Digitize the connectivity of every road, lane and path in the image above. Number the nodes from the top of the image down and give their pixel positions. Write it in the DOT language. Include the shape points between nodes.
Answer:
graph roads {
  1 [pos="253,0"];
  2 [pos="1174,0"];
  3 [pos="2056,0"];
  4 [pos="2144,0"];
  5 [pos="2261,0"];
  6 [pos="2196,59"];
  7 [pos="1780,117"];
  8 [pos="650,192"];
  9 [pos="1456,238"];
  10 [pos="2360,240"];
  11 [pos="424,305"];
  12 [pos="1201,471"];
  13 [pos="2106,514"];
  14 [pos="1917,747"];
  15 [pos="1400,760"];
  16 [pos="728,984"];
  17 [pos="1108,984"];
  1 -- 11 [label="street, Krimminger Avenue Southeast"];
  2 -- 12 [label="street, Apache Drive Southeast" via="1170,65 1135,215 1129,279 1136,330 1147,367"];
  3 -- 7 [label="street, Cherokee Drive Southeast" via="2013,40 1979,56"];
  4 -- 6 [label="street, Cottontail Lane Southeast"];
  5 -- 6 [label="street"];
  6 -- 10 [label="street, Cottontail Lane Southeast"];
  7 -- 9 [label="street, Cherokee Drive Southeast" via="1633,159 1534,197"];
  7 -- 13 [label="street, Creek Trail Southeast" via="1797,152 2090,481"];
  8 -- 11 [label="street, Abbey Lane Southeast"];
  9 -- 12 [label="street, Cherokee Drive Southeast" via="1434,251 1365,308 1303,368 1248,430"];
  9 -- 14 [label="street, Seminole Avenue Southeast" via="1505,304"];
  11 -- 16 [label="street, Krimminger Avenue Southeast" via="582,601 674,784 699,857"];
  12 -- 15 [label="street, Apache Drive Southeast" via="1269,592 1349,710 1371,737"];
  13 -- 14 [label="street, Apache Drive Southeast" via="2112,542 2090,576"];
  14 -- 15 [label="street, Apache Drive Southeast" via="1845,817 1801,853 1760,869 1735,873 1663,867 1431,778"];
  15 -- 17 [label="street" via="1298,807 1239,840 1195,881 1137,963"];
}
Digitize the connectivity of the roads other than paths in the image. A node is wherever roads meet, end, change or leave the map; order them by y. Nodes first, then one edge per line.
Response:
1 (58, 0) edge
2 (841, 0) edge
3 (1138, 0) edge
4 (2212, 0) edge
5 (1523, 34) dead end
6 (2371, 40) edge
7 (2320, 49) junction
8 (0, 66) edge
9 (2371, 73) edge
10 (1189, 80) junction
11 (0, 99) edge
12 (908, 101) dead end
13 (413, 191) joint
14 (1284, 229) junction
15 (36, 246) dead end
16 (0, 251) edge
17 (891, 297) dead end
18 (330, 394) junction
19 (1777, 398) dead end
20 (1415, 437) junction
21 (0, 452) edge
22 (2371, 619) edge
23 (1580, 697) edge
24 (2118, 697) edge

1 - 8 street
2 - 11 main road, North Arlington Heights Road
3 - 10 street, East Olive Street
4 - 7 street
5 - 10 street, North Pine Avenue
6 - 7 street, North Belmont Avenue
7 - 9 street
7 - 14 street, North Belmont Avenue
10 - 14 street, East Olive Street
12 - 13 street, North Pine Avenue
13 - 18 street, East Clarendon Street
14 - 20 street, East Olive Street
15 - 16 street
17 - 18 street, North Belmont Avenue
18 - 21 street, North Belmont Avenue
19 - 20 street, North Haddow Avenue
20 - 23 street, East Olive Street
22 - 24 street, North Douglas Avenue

__________

Each line of the data is to be written out again exactly.

EXERCISE RESPONSE ::
Digitize the connectivity of every road, lane and path in the image above. Number the nodes from the top of the image down and give their pixel positions. Write it in the DOT language. Include the shape points between nodes.
Answer:
graph roads {
  1 [pos="253,0"];
  2 [pos="1174,0"];
  3 [pos="2056,0"];
  4 [pos="2144,0"];
  5 [pos="2261,0"];
  6 [pos="2196,59"];
  7 [pos="1780,117"];
  8 [pos="650,192"];
  9 [pos="1456,238"];
  10 [pos="2360,240"];
  11 [pos="424,305"];
  12 [pos="1201,471"];
  13 [pos="2106,514"];
  14 [pos="1917,747"];
  15 [pos="1400,760"];
  16 [pos="728,984"];
  17 [pos="1108,984"];
  1 -- 11 [label="street, Krimminger Avenue Southeast"];
  2 -- 12 [label="street, Apache Drive Southeast" via="1170,65 1135,215 1129,279 1136,330 1147,367"];
  3 -- 7 [label="street, Cherokee Drive Southeast" via="2013,40 1979,56"];
  4 -- 6 [label="street, Cottontail Lane Southeast"];
  5 -- 6 [label="street"];
  6 -- 10 [label="street, Cottontail Lane Southeast"];
  7 -- 9 [label="street, Cherokee Drive Southeast" via="1633,159 1534,197"];
  7 -- 13 [label="street, Creek Trail Southeast" via="1797,152 2090,481"];
  8 -- 11 [label="street, Abbey Lane Southeast"];
  9 -- 12 [label="street, Cherokee Drive Southeast" via="1434,251 1365,308 1303,368 1248,430"];
  9 -- 14 [label="street, Seminole Avenue Southeast" via="1505,304"];
  11 -- 16 [label="street, Krimminger Avenue Southeast" via="582,601 674,784 699,857"];
  12 -- 15 [label="street, Apache Drive Southeast" via="1269,592 1349,710 1371,737"];
  13 -- 14 [label="street, Apache Drive Southeast" via="2112,542 2090,576"];
  14 -- 15 [label="street, Apache Drive Southeast" via="1845,817 1801,853 1760,869 1735,873 1663,867 1431,778"];
  15 -- 17 [label="street" via="1298,807 1239,840 1195,881 1137,963"];
}
Digitize the connectivity of the roads other than paths in the image. A node is wherever roads meet, end, change or leave the map; order them by y. Nodes first, then one edge per line.
Response:
1 (58, 0) edge
2 (841, 0) edge
3 (1138, 0) edge
4 (2212, 0) edge
5 (1523, 34) dead end
6 (2371, 40) edge
7 (2320, 49) junction
8 (0, 66) edge
9 (2371, 73) edge
10 (1189, 80) junction
11 (0, 99) edge
12 (908, 101) dead end
13 (413, 191) joint
14 (1284, 229) junction
15 (36, 246) dead end
16 (0, 251) edge
17 (891, 297) dead end
18 (330, 394) junction
19 (1777, 398) dead end
20 (1415, 437) junction
21 (0, 452) edge
22 (2371, 619) edge
23 (1580, 697) edge
24 (2118, 697) edge

1 - 8 street
2 - 11 main road, North Arlington Heights Road
3 - 10 street, East Olive Street
4 - 7 street
5 - 10 street, North Pine Avenue
6 - 7 street, North Belmont Avenue
7 - 9 street
7 - 14 street, North Belmont Avenue
10 - 14 street, East Olive Street
12 - 13 street, North Pine Avenue
13 - 18 street, East Clarendon Street
14 - 20 street, East Olive Street
15 - 16 street
17 - 18 street, North Belmont Avenue
18 - 21 street, North Belmont Avenue
19 - 20 street, North Haddow Avenue
20 - 23 street, East Olive Street
22 - 24 street, North Douglas Avenue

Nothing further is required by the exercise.